Dünyanın en talihli torunu

Mehmet ÖZÇATALOĞLU

Bazı kitaplarla buluşmakta geç kalıyorum. Bunu bile isteye yapmasam da gerçek bu. Kitap akışı o kadar hızlı ki aralarından seçerek okumaya çalışırken (hatta seçemeyip hepsini okumaya çalışmanın getirdiği sonuç bu) bazıları raflarda beklemek zorunda kalıyor. Kimisinin yazarı, kimisinin adı, kimisinin resimleri sırlamayı belirliyor. Ve bu yoğun akış içerisinde yıllar yılı hep gözümde olan bir kitap vardı: Dünyanın En Talihli Vapuru. Adıyla beni kendisine çekmişti, merak uyandırmıştı fakat bir türlü masamın üzerine gelememişti. Neyse ki sonunda oldu. Gamze Sürcan’ın yazdığı, Zeynep Dağgüden’in resimlediği ve Türkiye İş Bankası Kültür Yayınları’nın yayımladığı kitap, sabahı karşılama seansında yol arkadaşım oldu.

İSİMSİZ KARAKTER

Bilenler bilir, konusu denk gelince sözünü ederim, bu dünyada tadamadığım sevgi anneanne/babaanne sevgisidir. Sevmek de sevilmek de… Her iki yönden eksik kaldım. Bu yüzden bu türde bir serüveni konu edinen kitapları içim burularak okuyorum. Ve kafamda hep aynı soruyla. Acaba ben neler yapardım onlarla? Bu sorunun yanıtı gizliliğini korusun, biz kitabımıza bakalım. Kahramanımız neler yaşıyor acaba ninesiyle? 'Kahramanımız' olarak geçiyor ve geçecek bu yazıda çünkü bir adı yok. Fatih olabilir, Murat olabilir, Berkecan olabilir… Okur nasıl uygun görürse. Belki de okurun kendisi olabilir. Özdeşleştirmeyi kolaylaştırması açısından isimsiz karakter olmasını yadırgamıyorum. Aslında bu kitapta kimsenin adı yok. Anne var, baba var, nine var, öğretmen hanım var ama ismi olan bir kişi bile yok. Sanırım bu görevi okuruna bıraktı Gamze Sürcan.

Okur, merkeze kendini alarak başladığı yolculukta, ninesine bırakılan çocuğu ve bu çocuğun ninesiyle yaşadıklarını okuyacak. “Her şey annemle babamın Kuş Cenneti’ne giderken beni nineme bırakmalarıyla başladı. Ninemi dokuz yıldır görmemiştim. On bir yaşında olduğuma göre, kendisiyle tanışıklığım iki yaşıma denk geliyordu. Yani pratikte onu hiç görmemiş sayılırdım. Bu durum beni çok endişelendirmişti. Ancak birkaç gün içinde ninemin dünyanın en eğlenceli, en akıllı, en iyi kalpli, kısacası en müthiş insanı olduğu ortaya çıktı.”

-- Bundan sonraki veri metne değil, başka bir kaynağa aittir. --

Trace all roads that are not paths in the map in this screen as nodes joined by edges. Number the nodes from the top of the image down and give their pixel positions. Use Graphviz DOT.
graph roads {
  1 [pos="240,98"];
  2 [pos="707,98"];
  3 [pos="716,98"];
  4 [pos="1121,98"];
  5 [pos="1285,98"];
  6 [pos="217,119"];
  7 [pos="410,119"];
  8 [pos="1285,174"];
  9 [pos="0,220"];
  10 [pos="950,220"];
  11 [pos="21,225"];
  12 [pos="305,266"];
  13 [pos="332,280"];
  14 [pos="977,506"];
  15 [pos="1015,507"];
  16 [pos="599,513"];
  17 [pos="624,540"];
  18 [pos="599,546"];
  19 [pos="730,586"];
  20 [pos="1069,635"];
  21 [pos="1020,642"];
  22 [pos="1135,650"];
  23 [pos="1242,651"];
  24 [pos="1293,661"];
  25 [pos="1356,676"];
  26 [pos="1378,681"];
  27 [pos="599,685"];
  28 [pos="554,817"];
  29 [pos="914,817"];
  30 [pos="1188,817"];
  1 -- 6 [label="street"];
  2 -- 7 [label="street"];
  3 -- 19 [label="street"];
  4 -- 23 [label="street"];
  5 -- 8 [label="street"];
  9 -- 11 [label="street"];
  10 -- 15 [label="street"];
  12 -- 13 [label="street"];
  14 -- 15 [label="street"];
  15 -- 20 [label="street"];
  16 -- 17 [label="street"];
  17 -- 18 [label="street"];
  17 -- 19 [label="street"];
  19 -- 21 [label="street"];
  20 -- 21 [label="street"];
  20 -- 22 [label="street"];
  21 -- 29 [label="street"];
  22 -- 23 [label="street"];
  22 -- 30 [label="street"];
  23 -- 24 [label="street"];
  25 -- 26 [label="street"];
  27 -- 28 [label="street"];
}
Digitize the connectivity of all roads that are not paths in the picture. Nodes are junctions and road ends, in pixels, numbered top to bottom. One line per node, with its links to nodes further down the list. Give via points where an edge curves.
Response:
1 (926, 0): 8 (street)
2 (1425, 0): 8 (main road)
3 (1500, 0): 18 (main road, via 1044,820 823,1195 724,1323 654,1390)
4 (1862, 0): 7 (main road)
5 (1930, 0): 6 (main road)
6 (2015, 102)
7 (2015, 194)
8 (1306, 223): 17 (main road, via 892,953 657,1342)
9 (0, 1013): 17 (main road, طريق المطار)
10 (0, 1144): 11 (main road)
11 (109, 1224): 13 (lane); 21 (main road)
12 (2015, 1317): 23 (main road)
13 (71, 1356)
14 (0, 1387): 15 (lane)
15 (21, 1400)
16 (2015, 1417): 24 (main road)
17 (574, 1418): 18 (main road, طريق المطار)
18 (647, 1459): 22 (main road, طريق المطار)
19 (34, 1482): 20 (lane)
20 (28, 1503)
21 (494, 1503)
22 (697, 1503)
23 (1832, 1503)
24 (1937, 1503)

ARADA İKİ KUŞAK FARK VARSA...

Zordur tabi tanımadığı bir insanla kalacak olmak. Ninen bile olsa. Hele ki arada iki kuşak fark varsa… Fakat kahramanımız beklemediği bir ortamla karşılaşıyor ve bu da işleri biraz kolaylaştırıyor. “Ninemle tanıştığım ilk gün akşama kadar hep birlikte arka bahçede oturduk. Arka bahçe, adanın arka tarafından olduğu gibi tüm denizi kucaklıyordu. Bahçede trambolin ve havuzdan başka bir hamak, meyve ağaçları, ninemin sebze yetiştirdiği bir bostan, rengârenk çiçekler ve şu anda oturduğumuz yuvarlak bir piknik masası vardı…” Böyle bir ortamla birlikte bir kavanozda dedenin göbek deliği pamuğu koleksiyonu, denizkızı kuyruğu koleksiyonu, muz etiketleri koleksiyonu, bulut koleksiyonu tüm ilgi çekiciliğiyle etkilemişti kahramanımızı.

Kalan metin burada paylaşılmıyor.